Copy every record verbatim but exclude the pictures.

★ ★ ★ ★ ★

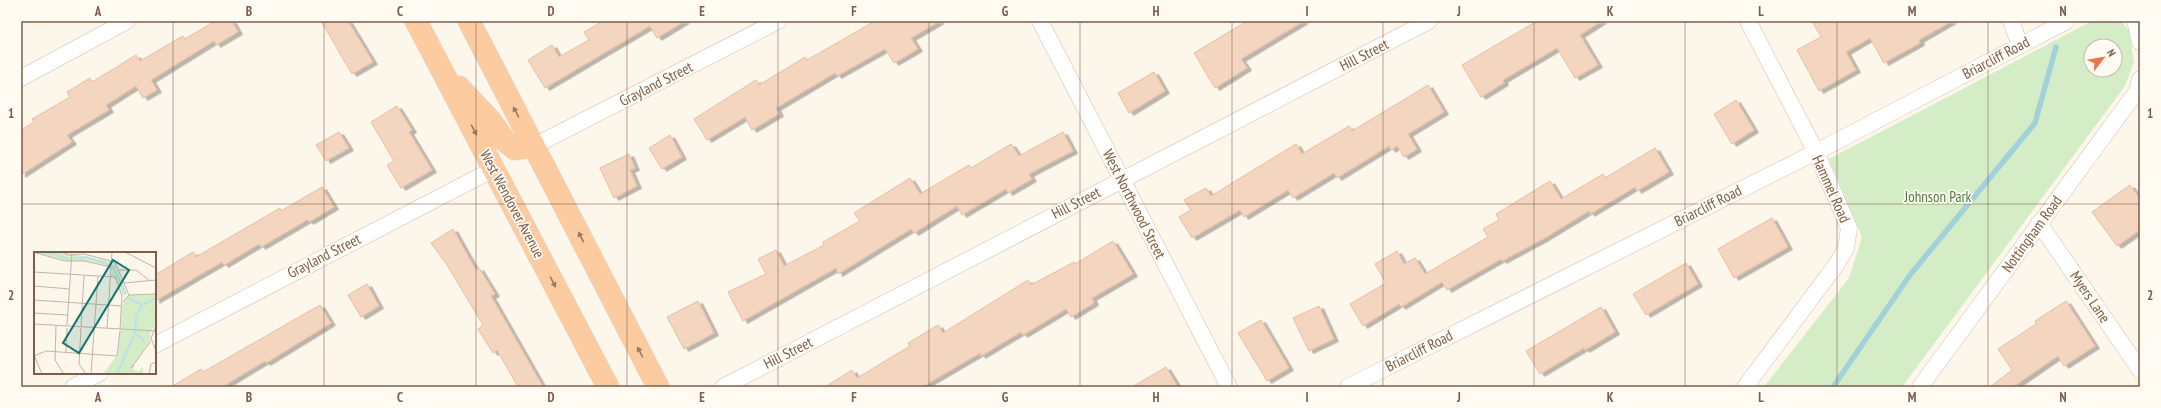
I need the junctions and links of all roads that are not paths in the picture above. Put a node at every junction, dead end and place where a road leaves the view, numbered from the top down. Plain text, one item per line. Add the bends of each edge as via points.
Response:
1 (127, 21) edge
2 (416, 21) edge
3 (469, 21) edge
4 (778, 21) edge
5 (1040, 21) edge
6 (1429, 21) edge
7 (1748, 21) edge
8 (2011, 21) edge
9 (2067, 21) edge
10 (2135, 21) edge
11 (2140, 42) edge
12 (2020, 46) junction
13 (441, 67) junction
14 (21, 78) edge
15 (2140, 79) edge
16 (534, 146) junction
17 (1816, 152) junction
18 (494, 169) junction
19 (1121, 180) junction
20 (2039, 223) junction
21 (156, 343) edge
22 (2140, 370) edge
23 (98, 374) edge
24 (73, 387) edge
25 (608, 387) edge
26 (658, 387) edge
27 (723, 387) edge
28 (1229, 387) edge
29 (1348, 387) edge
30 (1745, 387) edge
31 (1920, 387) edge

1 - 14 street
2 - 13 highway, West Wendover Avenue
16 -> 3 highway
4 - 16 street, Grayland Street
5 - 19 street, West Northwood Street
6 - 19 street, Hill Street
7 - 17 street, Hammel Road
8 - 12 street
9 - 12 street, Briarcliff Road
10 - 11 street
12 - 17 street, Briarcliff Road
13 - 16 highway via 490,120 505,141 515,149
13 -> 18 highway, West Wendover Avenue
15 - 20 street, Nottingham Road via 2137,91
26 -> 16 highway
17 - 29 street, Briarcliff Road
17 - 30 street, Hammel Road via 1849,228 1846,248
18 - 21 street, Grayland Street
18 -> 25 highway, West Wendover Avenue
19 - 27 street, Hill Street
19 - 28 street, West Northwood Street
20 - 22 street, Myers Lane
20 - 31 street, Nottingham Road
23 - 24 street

★ ★ ★ ★ ★

> TASK RESULT:
I need the junctions and links of all roads that are not paths in the picture above. Put a node at every junction, dead end and place where a road leaves the view, numbered from the top down. Plain text, one item per line. Add the bends of each edge as via points.
Response:
1 (127, 21) edge
2 (416, 21) edge
3 (469, 21) edge
4 (778, 21) edge
5 (1040, 21) edge
6 (1429, 21) edge
7 (1748, 21) edge
8 (2011, 21) edge
9 (2067, 21) edge
10 (2135, 21) edge
11 (2140, 42) edge
12 (2020, 46) junction
13 (441, 67) junction
14 (21, 78) edge
15 (2140, 79) edge
16 (534, 146) junction
17 (1816, 152) junction
18 (494, 169) junction
19 (1121, 180) junction
20 (2039, 223) junction
21 (156, 343) edge
22 (2140, 370) edge
23 (98, 374) edge
24 (73, 387) edge
25 (608, 387) edge
26 (658, 387) edge
27 (723, 387) edge
28 (1229, 387) edge
29 (1348, 387) edge
30 (1745, 387) edge
31 (1920, 387) edge

1 - 14 street
2 - 13 highway, West Wendover Avenue
16 -> 3 highway
4 - 16 street, Grayland Street
5 - 19 street, West Northwood Street
6 - 19 street, Hill Street
7 - 17 street, Hammel Road
8 - 12 street
9 - 12 street, Briarcliff Road
10 - 11 street
12 - 17 street, Briarcliff Road
13 - 16 highway via 490,120 505,141 515,149
13 -> 18 highway, West Wendover Avenue
15 - 20 street, Nottingham Road via 2137,91
26 -> 16 highway
17 - 29 street, Briarcliff Road
17 - 30 street, Hammel Road via 1849,228 1846,248
18 - 21 street, Grayland Street
18 -> 25 highway, West Wendover Avenue
19 - 27 street, Hill Street
19 - 28 street, West Northwood Street
20 - 22 street, Myers Lane
20 - 31 street, Nottingham Road
23 - 24 street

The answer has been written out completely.